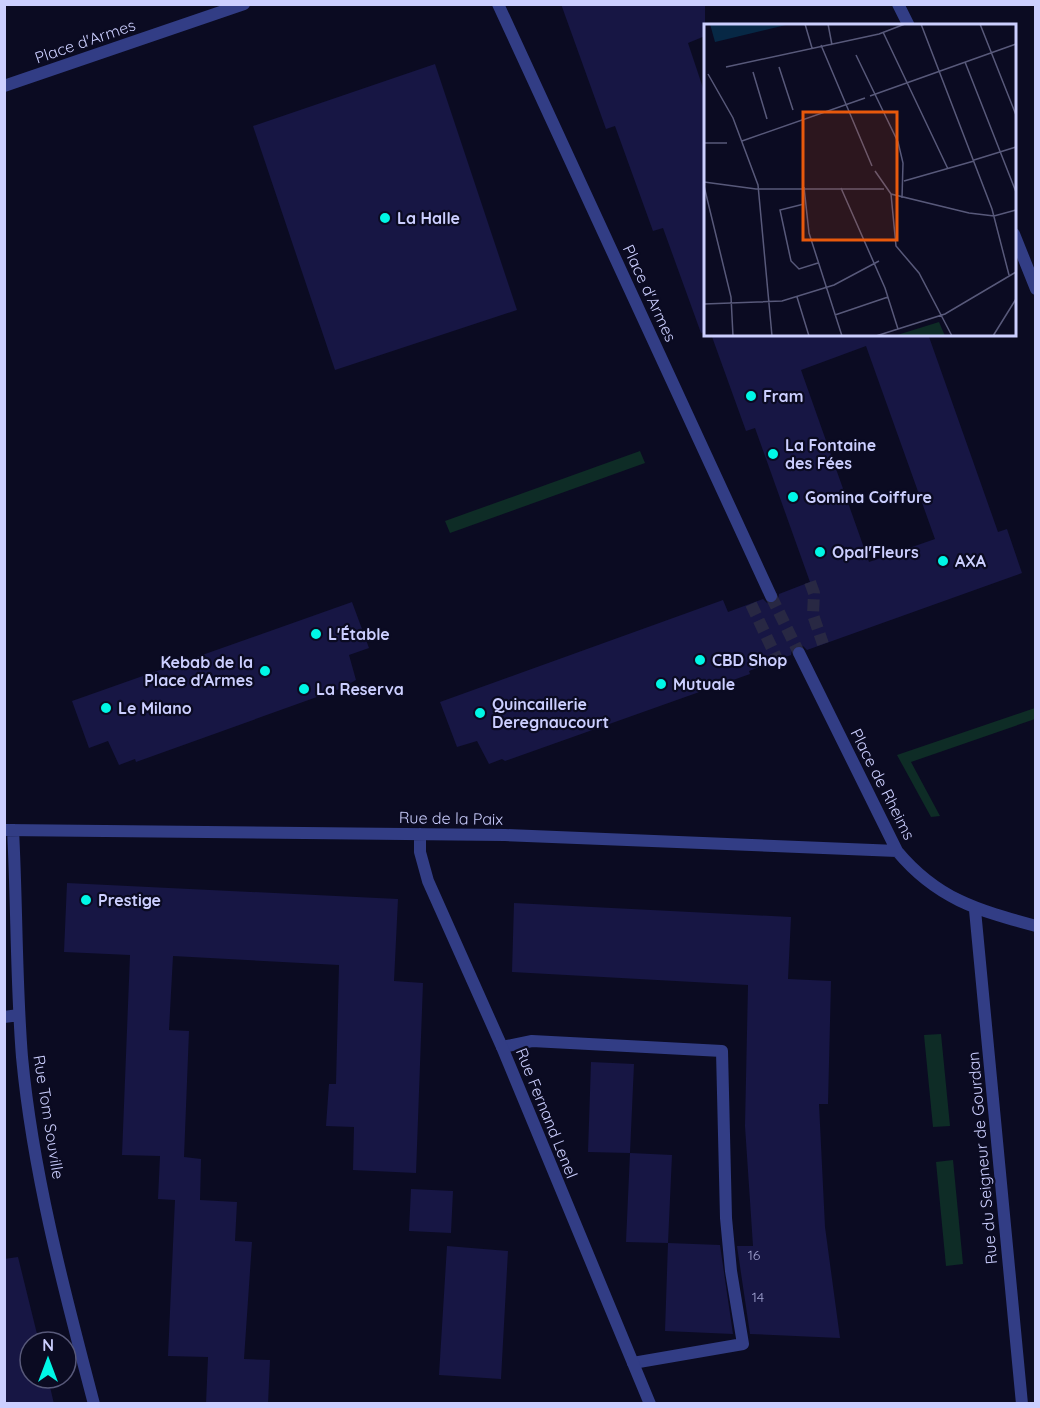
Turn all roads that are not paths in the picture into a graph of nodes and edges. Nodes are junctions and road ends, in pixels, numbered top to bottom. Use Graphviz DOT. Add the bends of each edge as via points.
graph roads {
  1 [pos="244,4"];
  2 [pos="498,4"];
  3 [pos="898,4"];
  4 [pos="908,24"];
  5 [pos="4,86"];
  6 [pos="1016,239"];
  7 [pos="1035,289"];
  8 [pos="771,596"];
  9 [pos="799,653"];
  10 [pos="9,830"];
  11 [pos="420,834"];
  12 [pos="897,851"];
  13 [pos="975,910"];
  14 [pos="1035,926"];
  15 [pos="19,1015"];
  16 [pos="4,1017"];
  17 [pos="502,1047"];
  18 [pos="633,1363"];
  19 [pos="94,1404"];
  20 [pos="650,1404"];
  21 [pos="1022,1404"];
  1 -- 5 [label="street, Place d'Armes"];
  2 -- 8 [label="street, Place d'Armes"];
  3 -- 4 [label="street"];
  6 -- 7 [label="street"];
  9 -- 12 [label="street, Place de Rheims"];
  10 -- 11 [label="street, Rue de la Paix"];
  10 -- 15 [label="street, Rue Tom Souville"];
  11 -- 12 [label="street, Rue de la Paix" via="505,834"];
  11 -- 17 [label="street, Rue Fernand Lenel" via="420,852 428,881"];
  12 -- 13 [label="street, Place de Rheims" via="942,893"];
  13 -- 14 [label="street, Place de Rheims"];
  13 -- 21 [label="street, Rue du Seigneur de Gourdan"];
  15 -- 16 [label="street"];
  15 -- 19 [label="street, Rue Tom Souville" via="35,1149 51,1234"];
  17 -- 18 [label="street, Rue Fernand Lenel"];
  17 -- 18 [label="street" via="532,1041 722,1051 725,1201 743,1344"];
  18 -- 20 [label="street, Rue Fernand Lenel"];
}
____________________
What you are asked to do: Reproduce all lines above exactly. Leave the images out.

Answer to this task:
Turn all roads that are not paths in the picture into a graph of nodes and edges. Nodes are junctions and road ends, in pixels, numbered top to bottom. Use Graphviz DOT. Add the bends of each edge as via points.
graph roads {
  1 [pos="244,4"];
  2 [pos="498,4"];
  3 [pos="898,4"];
  4 [pos="908,24"];
  5 [pos="4,86"];
  6 [pos="1016,239"];
  7 [pos="1035,289"];
  8 [pos="771,596"];
  9 [pos="799,653"];
  10 [pos="9,830"];
  11 [pos="420,834"];
  12 [pos="897,851"];
  13 [pos="975,910"];
  14 [pos="1035,926"];
  15 [pos="19,1015"];
  16 [pos="4,1017"];
  17 [pos="502,1047"];
  18 [pos="633,1363"];
  19 [pos="94,1404"];
  20 [pos="650,1404"];
  21 [pos="1022,1404"];
  1 -- 5 [label="street, Place d'Armes"];
  2 -- 8 [label="street, Place d'Armes"];
  3 -- 4 [label="street"];
  6 -- 7 [label="street"];
  9 -- 12 [label="street, Place de Rheims"];
  10 -- 11 [label="street, Rue de la Paix"];
  10 -- 15 [label="street, Rue Tom Souville"];
  11 -- 12 [label="street, Rue de la Paix" via="505,834"];
  11 -- 17 [label="street, Rue Fernand Lenel" via="420,852 428,881"];
  12 -- 13 [label="street, Place de Rheims" via="942,893"];
  13 -- 14 [label="street, Place de Rheims"];
  13 -- 21 [label="street, Rue du Seigneur de Gourdan"];
  15 -- 16 [label="street"];
  15 -- 19 [label="street, Rue Tom Souville" via="35,1149 51,1234"];
  17 -- 18 [label="street, Rue Fernand Lenel"];
  17 -- 18 [label="street" via="532,1041 722,1051 725,1201 743,1344"];
  18 -- 20 [label="street, Rue Fernand Lenel"];
}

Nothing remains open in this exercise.